Ninguna línea roja
El Viejo Topo
30 agosto, 2024
A veces
olvidamos que las personas, los pueblos, ven los acontecimientos a la luz de su
propia historia, de su propia cultura, que a veces puede ser muy diferente. Por
supuesto, esto se aplica a todo, y la guerra no es una excepción. Si tenemos
en cuenta que la guerra es, en efecto, un conjunto de acontecimientos
decididamente explosivos, no sólo desde el punto de vista de los
hechos, sino también en sentido figurado, y, por tanto, extremadamente
cambiante, sujeto a una dinámica constante y, en cierta medida, dotado de vida
propia, es fácil comprender cómo una perspectiva cultural diferente
se refleja inevitablemente no sólo en la percepción de la guerra, sino
también en su conducción.
El arte
occidental de la guerra, por ejemplo, está profundamente marcado por la idea
de ataque, entre otras cosas porque prácticamente todas las guerras
occidentales han sido históricamente guerras de expansión.
Desde el punto
de vista occidental, por tanto, la guerra es predominantemente un asunto
ofensivo. Europa, a lo largo de su historia, ha conocido básicamente tres
grandes invasiones, ninguna de las cuales llegó a conquistarla por completo:
la mongola, la islámica y la otomana. Por el contrario, ha llevado la guerra a
todos los rincones del mundo, incluso a los más remotos.
Esta visión de
la guerra está tan arraigada en nuestra cultura que nos resulta difícil
concebir el acto bélico de otro modo.
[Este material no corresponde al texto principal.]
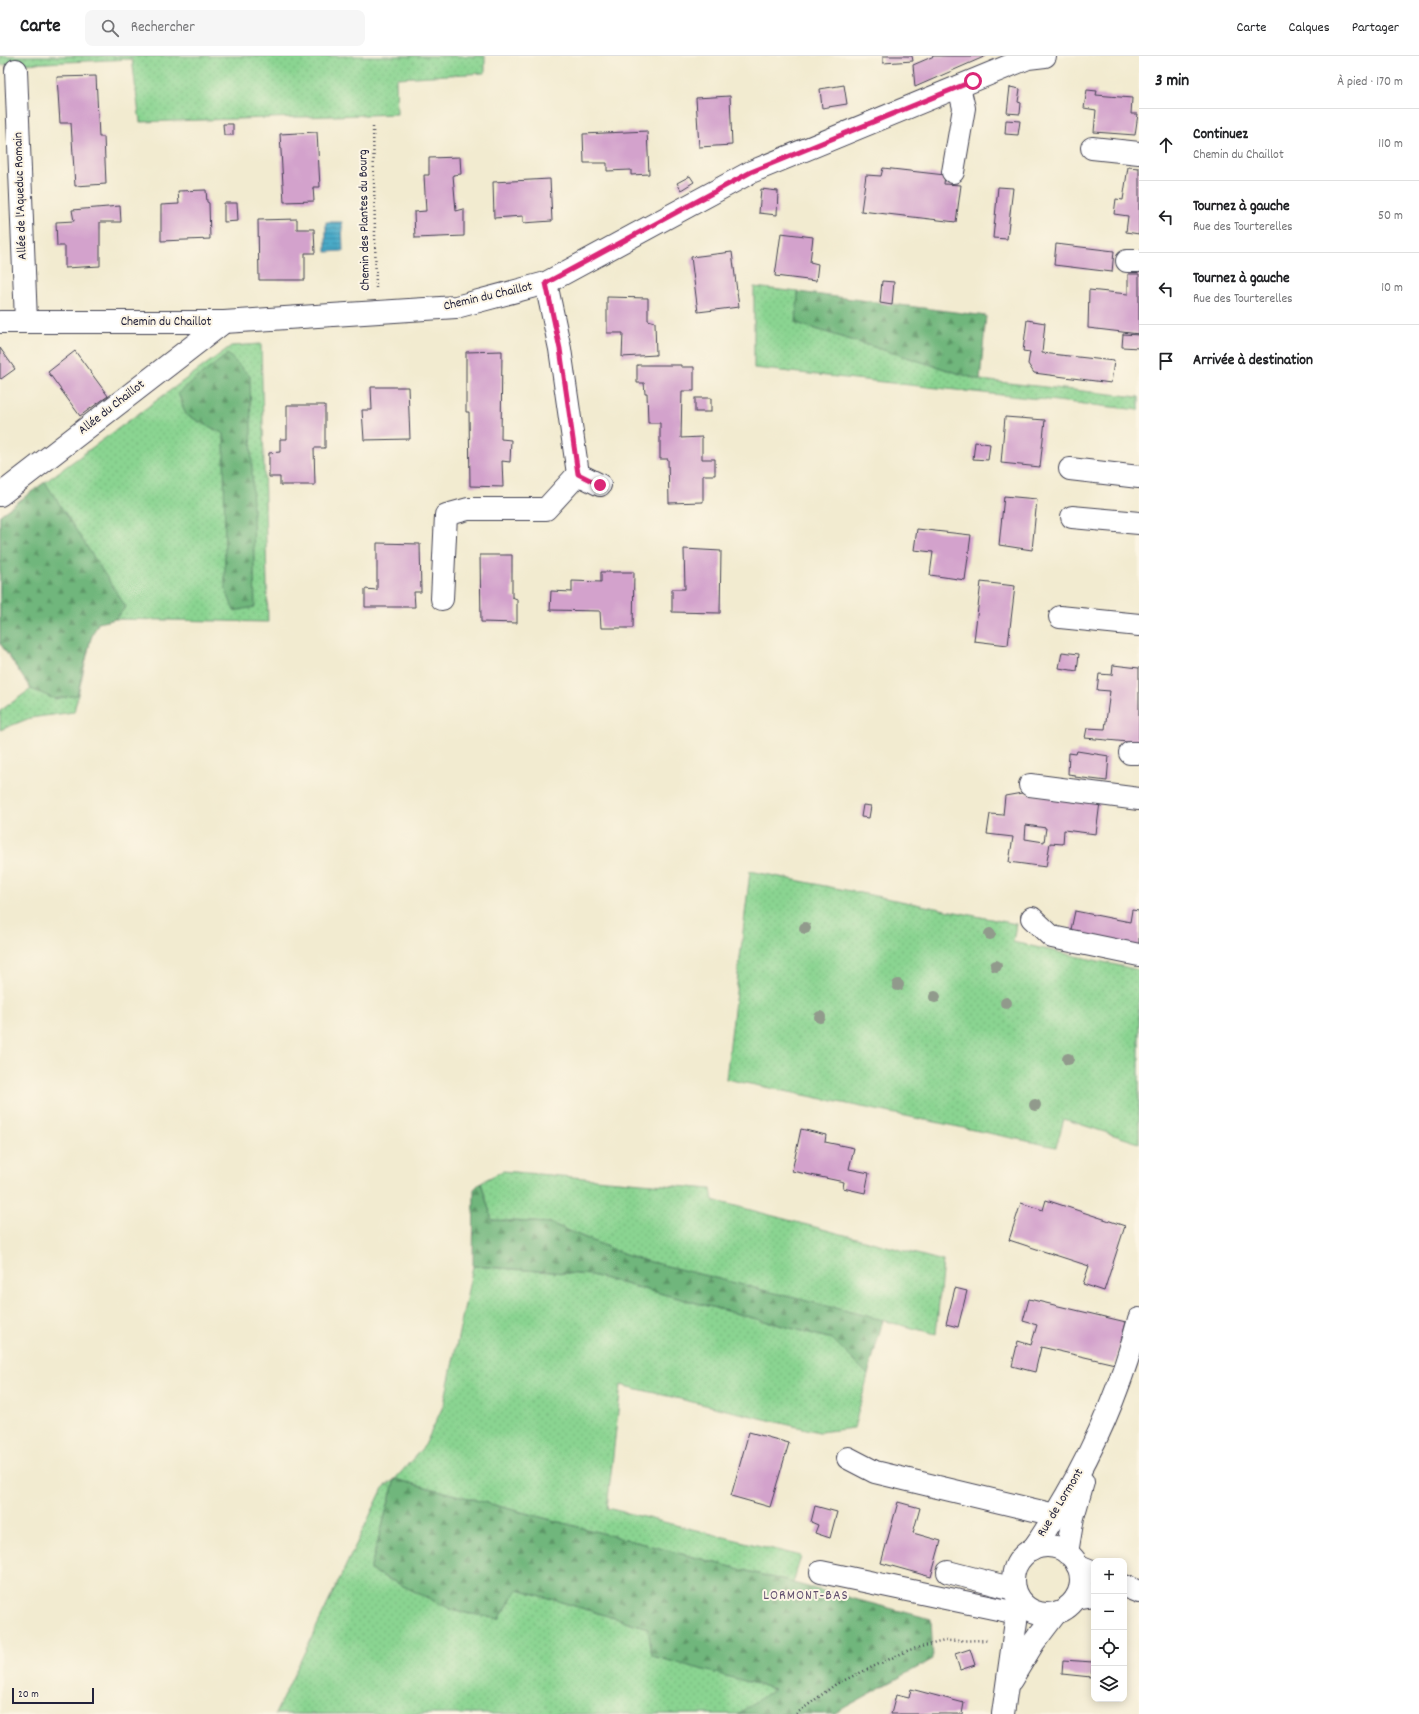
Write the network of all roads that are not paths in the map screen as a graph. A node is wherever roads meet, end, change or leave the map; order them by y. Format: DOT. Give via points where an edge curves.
graph roads {
  1 [pos="1033,57"];
  2 [pos="16,70"];
  3 [pos="959,87"];
  4 [pos="1092,148"];
  5 [pos="1139,153"];
  6 [pos="953,172"];
  7 [pos="546,283"];
  8 [pos="26,321"];
  9 [pos="0,322"];
  10 [pos="224,322"];
  11 [pos="1070,469"];
  12 [pos="578,474"];
  13 [pos="1139,477"];
  14 [pos="600,485"];
  15 [pos="0,495"];
  16 [pos="1072,517"];
  17 [pos="1139,523"];
  18 [pos="442,599"];
  19 [pos="1060,617"];
  20 [pos="1139,625"];
  21 [pos="1030,786"];
  22 [pos="1139,799"];
  23 [pos="1032,918"];
  24 [pos="1139,955"];
  25 [pos="1139,1319"];
  26 [pos="1089,1455"];
  27 [pos="848,1458"];
  28 [pos="1055,1515"];
  29 [pos="1032,1550"];
  30 [pos="1079,1563"];
  31 [pos="821,1572"];
  32 [pos="948,1572"];
  33 [pos="1127,1587"];
  34 [pos="1127,1593"];
  35 [pos="1139,1593"];
  36 [pos="1085,1596"];
  37 [pos="1017,1601"];
  38 [pos="1056,1613"];
  39 [pos="1008,1685"];
  40 [pos="1003,1714"];
  1 -- 3 [label="street, Chemin du Chaillot"];
  2 -- 8 [label="street, Allée de l'Aqueduc Romain"];
  3 -- 6 [label="street" via="964,108"];
  3 -- 7 [label="street, Chemin du Chaillot" via="751,172"];
  4 -- 5 [label="street"];
  7 -- 10 [label="street, Chemin du Chaillot" via="456,306"];
  7 -- 12 [label="street" via="560,349"];
  8 -- 9 [label="street, Chemin du Chaillot"];
  8 -- 10 [label="street, Chemin du Chaillot"];
  10 -- 15 [label="street, Allée du Chaillot"];
  11 -- 13 [label="street"];
  12 -- 14 [label="street"];
  12 -- 18 [label="street" via="546,509 468,509 446,515"];
  16 -- 17 [label="street"];
  19 -- 20 [label="street"];
  21 -- 22 [label="street"];
  23 -- 24 [label="street" via="1052,937"];
  25 -- 26 [label="street, Rue de Lormont" via="1132,1348"];
  26 -- 28 [label="street, Rue de Lormont"];
  26 -- 30 [label="street, Rue de Lormont" via="1073,1517"];
  27 -- 28 [label="street" via="875,1472"];
  28 -- 29 [label="street, Rue de Lormont"];
  29 -- 30 [label="street" via="1050,1546"];
  29 -- 37 [label="street" via="1022,1557 1016,1567 1013,1578"];
  30 -- 36 [label="street" via="1080,1587"];
  31 -- 37 [label="street"];
  32 -- 37 [label="street"];
  33 -- 35 [label="street"];
  34 -- 35 [label="street"];
  36 -- 38 [label="street"];
  37 -- 38 [label="street" via="1035,1612"];
  37 -- 39 [label="street"];
  38 -- 39 [label="street" via="1034,1642"];
  39 -- 40 [label="street"];
}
Y, sea cual sea el curso del conflicto,
se concibe en torno a la idea de una acción decisiva. Desde la falange
macedónica hasta el primer first strike nuclear, éste es
el fil rouge del pensamiento militar occidental.
Desde la aparición
de la potencia hegemónica Estados Unidos –que ha hecho del ataque el
fundamento de toda su doctrina militar–, la concepción ofensiva de la guerra
se ha reforzado, informando a todo el complejo militar-industrial y
reflejándose a su vez en la cultura occidental, en su sentido común.
Sin ánimo de
recapitular aquí cosas que ya se han dicho muchas veces, podría decirse en
cierto sentido que el enfoque cultural ofensivo ha acabado imponiéndose hasta
tal punto que, en ocasiones -y de forma cada vez más evidente-, la guerra no
sólo ha asumido el papel de instrumento principal (no un instrumento,
sino el instrumento), sino que ha acabado solapándose con los
fines: la guerra ya no como instrumento para alcanzar objetivos, sino como
objetivo en sí.
Aquí se da la
paradoja de un afán milenario por alcanzar la máxima capacidad de acción
decisiva, que luego se reifica en la acción por la acción; el principio
clausewitziano (nunca suficientemente reiterado) de la guerra como instrumento
para alcanzar de otro modo un resultado político se transmuta en un estado de
guerra permanente, que ya no busca ni el acto decisivo ni la consecución de un
objetivo político que esté más allá de la guerra.
Esto se debe en
gran medida al hecho de que –precisamente– la guerra se ha convertido también
(si no predominantemente) en un medio para alcanzar objetivos económicos,
tanto o más que políticos. Es, en efecto, la apoteosis de la idea
capitalista, precisamente en virtud del hecho de que no existe otra cadena de
producción-consumo tan extensa y rápida. La voracidad de la
guerra, en términos de consumo, no tiene parangón.
Esto es aún
más evidente cuando se observan las guerras occidentales de la era
contemporánea, en las que no sólo prevalece claramente el cálculo
utilitarista, la evaluación coste/beneficio, sino que se llega a los límites
de las guerras sin ningún objetivo (al menos claro), de las que uno se retira
como de una mesa de póker, cuando simplemente ya no le apetece jugar. Guerras
que duran décadas (y que cuestan cientos de miles de víctimas), y que se
justifican con la consecución de un objetivo, y que de repente se dan por
terminadas, sin haber logrado el objetivo declarado, y sin haber sufrido la
derrota sobre el terreno. Uno piensa en Vietnam o Afganistán.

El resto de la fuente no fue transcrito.